Magnesium salicylate

Identifiers
- IUPAC name Magnesium(2+) bis(2-hydroxybenzoate);
- CAS Number: 18917-89-0;
- PubChem CID: 54684589;
- DrugBank: DB01397;
- ChemSpider: 58278;
- UNII: JQ69D454N1;
- KEGG: C07995;
- ChEMBL: ChEMBL2106755;
- CompTox Dashboard (EPA): DTXSID00889392 ;
- ECHA InfoCard: 100.038.775

Chemical and physical data
- Formula: C_{14}H_{10}MgO_{6}
- Molar mass: 298.533 g·mol^{−1}
- 3D model (JSmol): Interactive image;
- SMILES [Mg++].OC1=CC=CC=C1C([O-])=O.OC1=CC=CC=C1C([O-])=O;
- InChI InChI=1S/2C7H6O3.Mg/c2*8-6-4-2-1-3-5(6)7(9)10;/h2*1-4,8H,(H,9,10);/q;;+2/p-2; Key:MQHWFIOJQSCFNM-UHFFFAOYSA-L;

= Magnesium salicylate =

Common analgesic and nonsteroidal anti-inflammatory drug

Magnesium salicylate is a common analgesic and nonsteroidal anti-inflammatory drug (NSAID) used to treat mild to moderate musculoskeletal pain such as in tendons and muscles. It is also used to treat joint pain like arthritis, general back pain, and headaches.

It is found in a variety of over-the-counter (OTC) medications, most notably the brand Doan's Pills, as an anti-inflammatory, primarily for back-pain relief. Magnesium salicylate can be an effective OTC alternative to prescription NSAIDs, with both anti-inflammatory and pain-relieving effects.

==Controversy==
While magnesium salicylate is sold as an alternative for pain relief, it is still a nonsteroidal anti-inflammatory drug and, like others in this class, can cause stomach ulcers, without any proven superiority to other over-the-counter pain relievers.

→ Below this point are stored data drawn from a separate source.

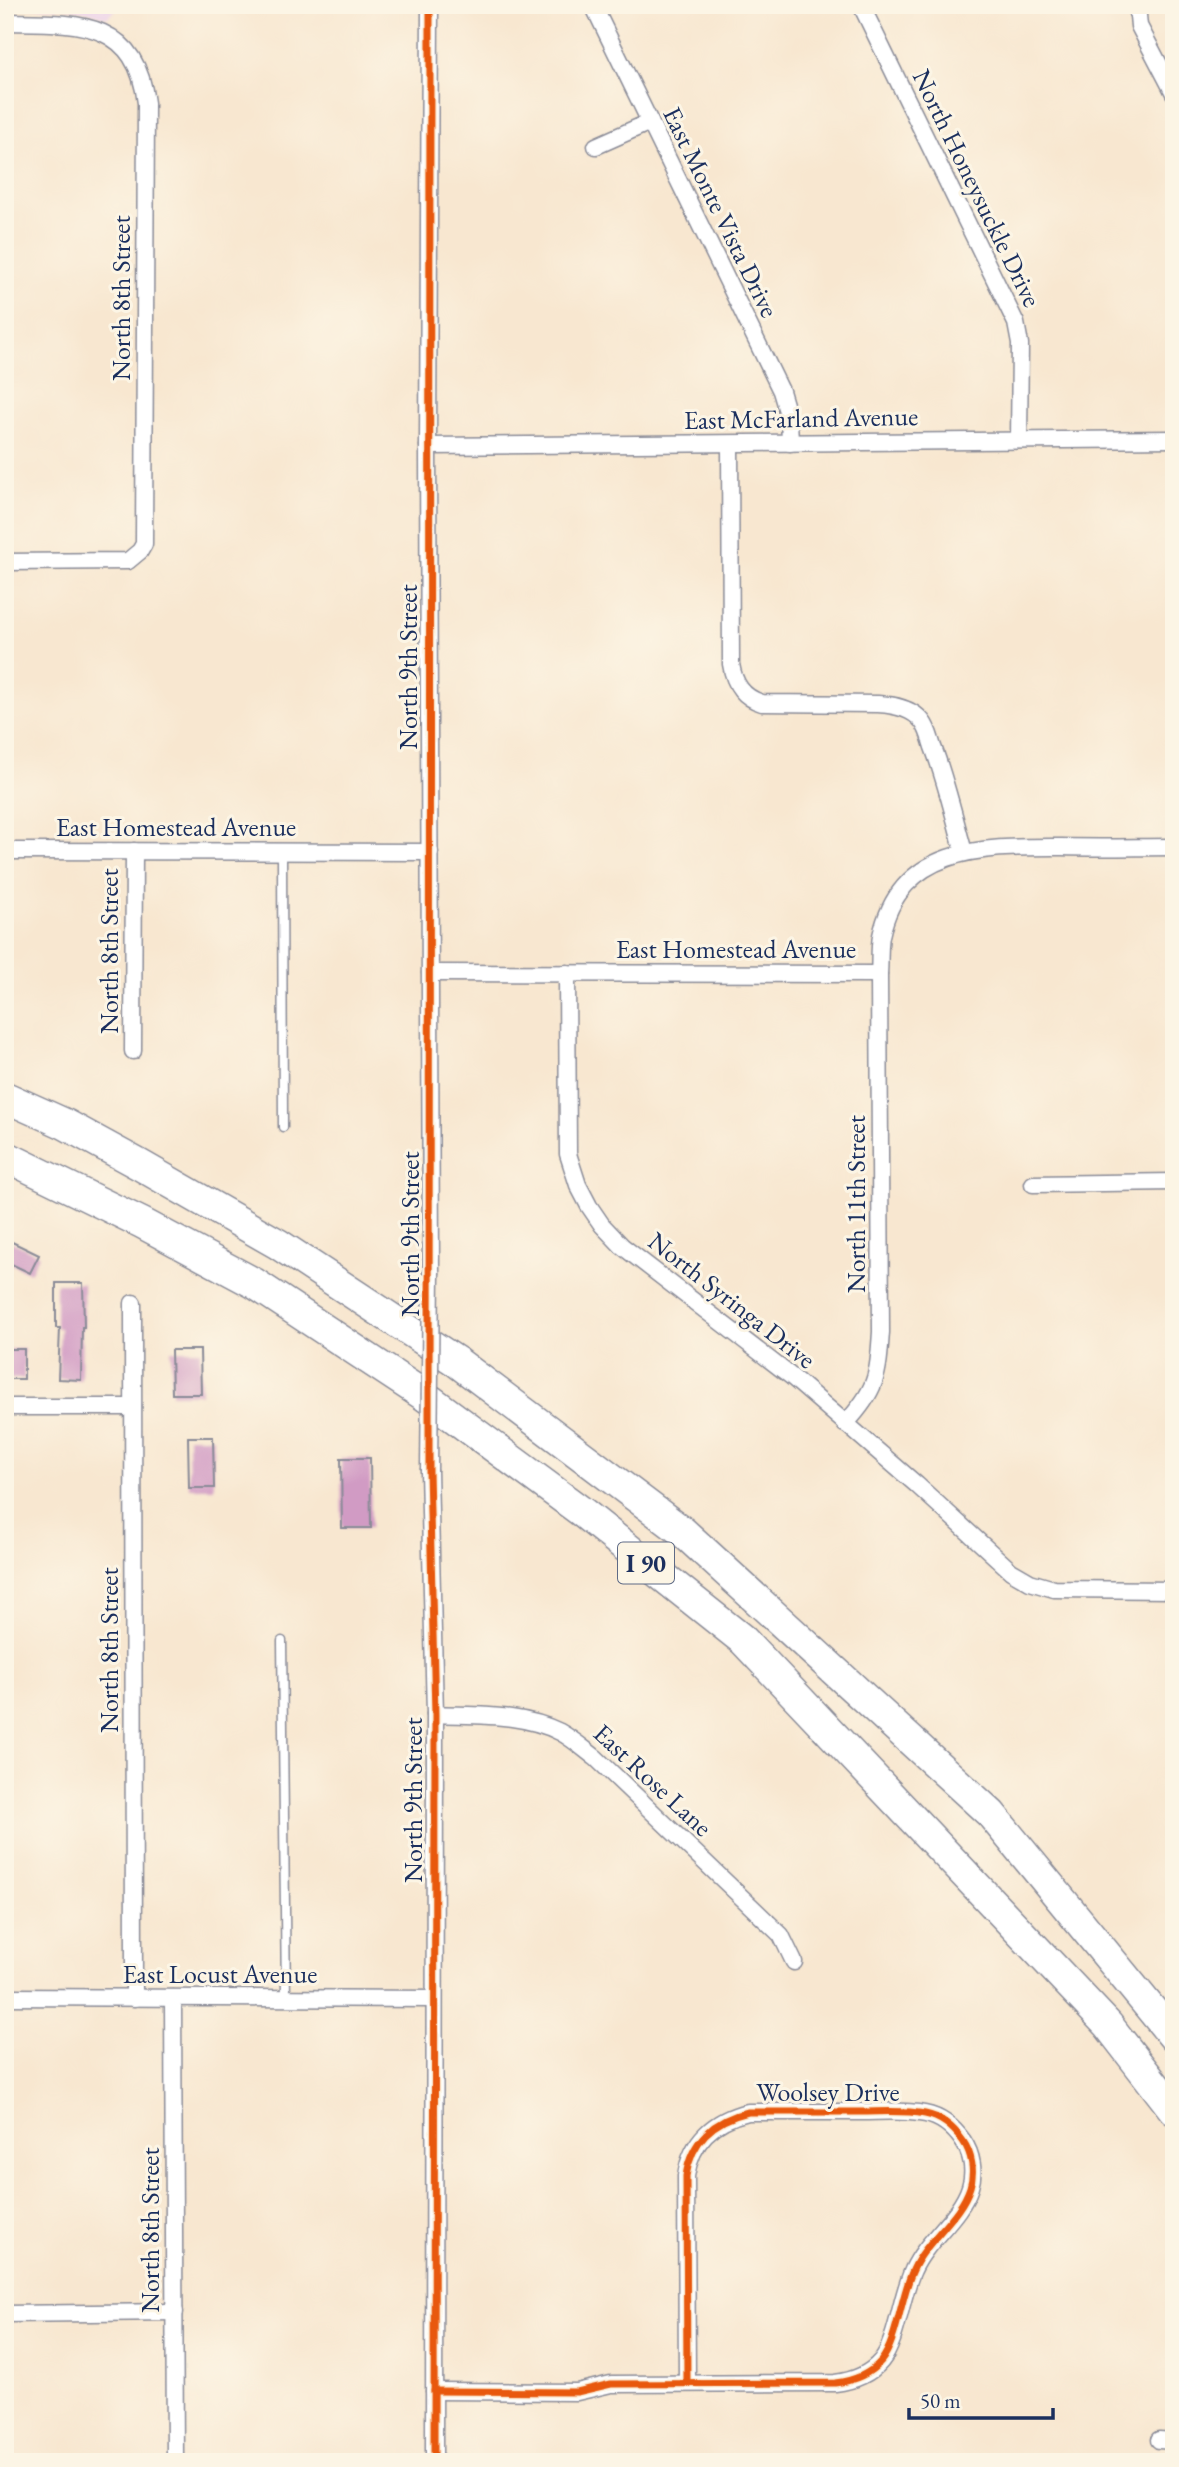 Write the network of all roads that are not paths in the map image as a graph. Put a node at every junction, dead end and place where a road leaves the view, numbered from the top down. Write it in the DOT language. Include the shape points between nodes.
graph roads {
  1 [pos="430,5"];
  2 [pos="593,5"];
  3 [pos="862,5"];
  4 [pos="1137,5"];
  5 [pos="5,22"];
  6 [pos="1174,93"];
  7 [pos="650,122"];
  8 [pos="596,146"];
  9 [pos="1174,439"];
  10 [pos="1019,440"];
  11 [pos="790,443"];
  12 [pos="730,444"];
  13 [pos="428,446"];
  14 [pos="5,562"];
  15 [pos="1174,847"];
  16 [pos="5,851"];
  17 [pos="134,851"];
  18 [pos="282,851"];
  19 [pos="430,852"];
  20 [pos="964,852"];
  21 [pos="430,973"];
  22 [pos="567,973"];
  23 [pos="879,974"];
  24 [pos="133,1051"];
  25 [pos="5,1097"];
  26 [pos="282,1127"];
  27 [pos="5,1156"];
  28 [pos="1174,1182"];
  29 [pos="1033,1184"];
  30 [pos="133,1303"];
  31 [pos="5,1407"];
  32 [pos="133,1407"];
  33 [pos="845,1424"];
  34 [pos="1174,1590"];
  35 [pos="282,1642"];
  36 [pos="435,1714"];
  37 [pos="794,1962"];
  38 [pos="5,1997"];
  39 [pos="134,1998"];
  40 [pos="173,1998"];
  41 [pos="286,1999"];
  42 [pos="434,1999"];
  43 [pos="1174,2037"];
  44 [pos="1174,2110"];
  45 [pos="175,2312"];
  46 [pos="5,2314"];
  47 [pos="687,2383"];
  48 [pos="434,2391"];
  49 [pos="176,2462"];
  50 [pos="434,2462"];
  1 -- 13 [label="street, North 9th Street"];
  2 -- 7 [label="street, East Monte Vista Drive"];
  3 -- 10 [label="street, North Honeysuckle Drive" via="1016,323"];
  4 -- 6 [label="street" via="1139,26"];
  5 -- 14 [label="street, North 8th Street" via="73,23 111,38 138,66 146,103 144,544 133,558 120,562"];
  7 -- 8 [label="street"];
  7 -- 11 [label="street, East Monte Vista Drive" via="780,391 789,418"];
  9 -- 10 [label="street, East McFarland Avenue"];
  10 -- 11 [label="street, East McFarland Avenue"];
  11 -- 12 [label="street, East McFarland Avenue"];
  12 -- 13 [label="street, East McFarland Avenue"];
  12 -- 20 [label="street" via="731,664 738,686 762,703 878,704 912,711 922,721 934,749"];
  13 -- 19 [label="street, North 9th Street"];
  15 -- 20 [label="street, East Homestead Avenue" via="1024,846"];
  16 -- 17 [label="street, East Homestead Avenue"];
  17 -- 18 [label="street, East Homestead Avenue"];
  17 -- 24 [label="street, North 8th Street"];
  18 -- 19 [label="street, East Homestead Avenue"];
  18 -- 26 [label="lane"];
  19 -- 21 [label="street, North 9th Street"];
  20 -- 23 [label="street, East Homestead Avenue" via="917,873 892,904 881,939"];
  21 -- 22 [label="street, East Homestead Avenue"];
  21 -- 36 [label="street, North 9th Street, bridge" via="429,1471"];
  22 -- 23 [label="street, East Homestead Avenue"];
  22 -- 33 [label="street, North Syringa Drive" via="568,1154 589,1206 622,1246 792,1377"];
  23 -- 33 [label="street, North 11th Street" via="879,1355 869,1395"];
  25 -- 43 [label="highway, I 90" via="130,1159 278,1244 457,1362 683,1532 991,1814"];
  27 -- 44 [label="highway, I 90" via="254,1283 436,1404 743,1640 1108,2025"];
  28 -- 29 [label="street"];
  30 -- 32 [label="street, North 8th Street"];
  31 -- 32 [label="street"];
  32 -- 39 [label="street, North 8th Street"];
  33 -- 34 [label="street, North Syringa Drive" via="1002,1563 1030,1582 1063,1590"];
  35 -- 41 [label="lane"];
  36 -- 37 [label="street, East Rose Lane" via="511,1717 572,1739 761,1915 780,1935"];
  36 -- 42 [label="street, North 9th Street"];
  38 -- 39 [label="street, East Locust Avenue"];
  39 -- 40 [label="street, East Locust Avenue"];
  40 -- 41 [label="street, East Locust Avenue"];
  40 -- 45 [label="street, North 8th Street"];
  41 -- 42 [label="street, East Locust Avenue"];
  42 -- 48 [label="street, North 9th Street"];
  45 -- 46 [label="street"];
  45 -- 49 [label="street, North 8th Street"];
  47 -- 47 [label="street, Woolsey Drive" via="835,2383 857,2379 871,2370 891,2343 913,2269 970,2189 972,2164 962,2138 943,2120 900,2112 748,2112 706,2133 694,2150 686,2176"];
  47 -- 48 [label="street, Woolsey Drive" via="611,2384 577,2392"];
  48 -- 50 [label="street, North 9th Street"];
}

Novartis, the company that produces Doan's Pills, has claimed that the product is superior in providing back pain relief. In June 1996, the US Federal Trade Commission (FTC) charged the company with violating federal law with its unsubstantiated claim. In March 1998, the court ruled in favor of the FTC, but there was no stipulation about how the company should or would have to amend its advertising and packaging. Thus, Doan's was able to continue marketing as a "superior treatment for back pain". In May 1999, the FTC released a statement summarizing the proceedings and announced the commission's decision after a 4–0 vote imposing a penalty on Doan's and its marketer, Novartis, to "run ads to correct misbeliefs resulting from their unsubstantiated claim that Doan's Pills are superior to other over-the-counter analgesics for treating back pain" and to modify packaging to include the statement "Although Doan's is an effective pain reliever, there is no evidence that Doan's is more effective than other pain relievers for back pain." The ads were required to run for a period of one year.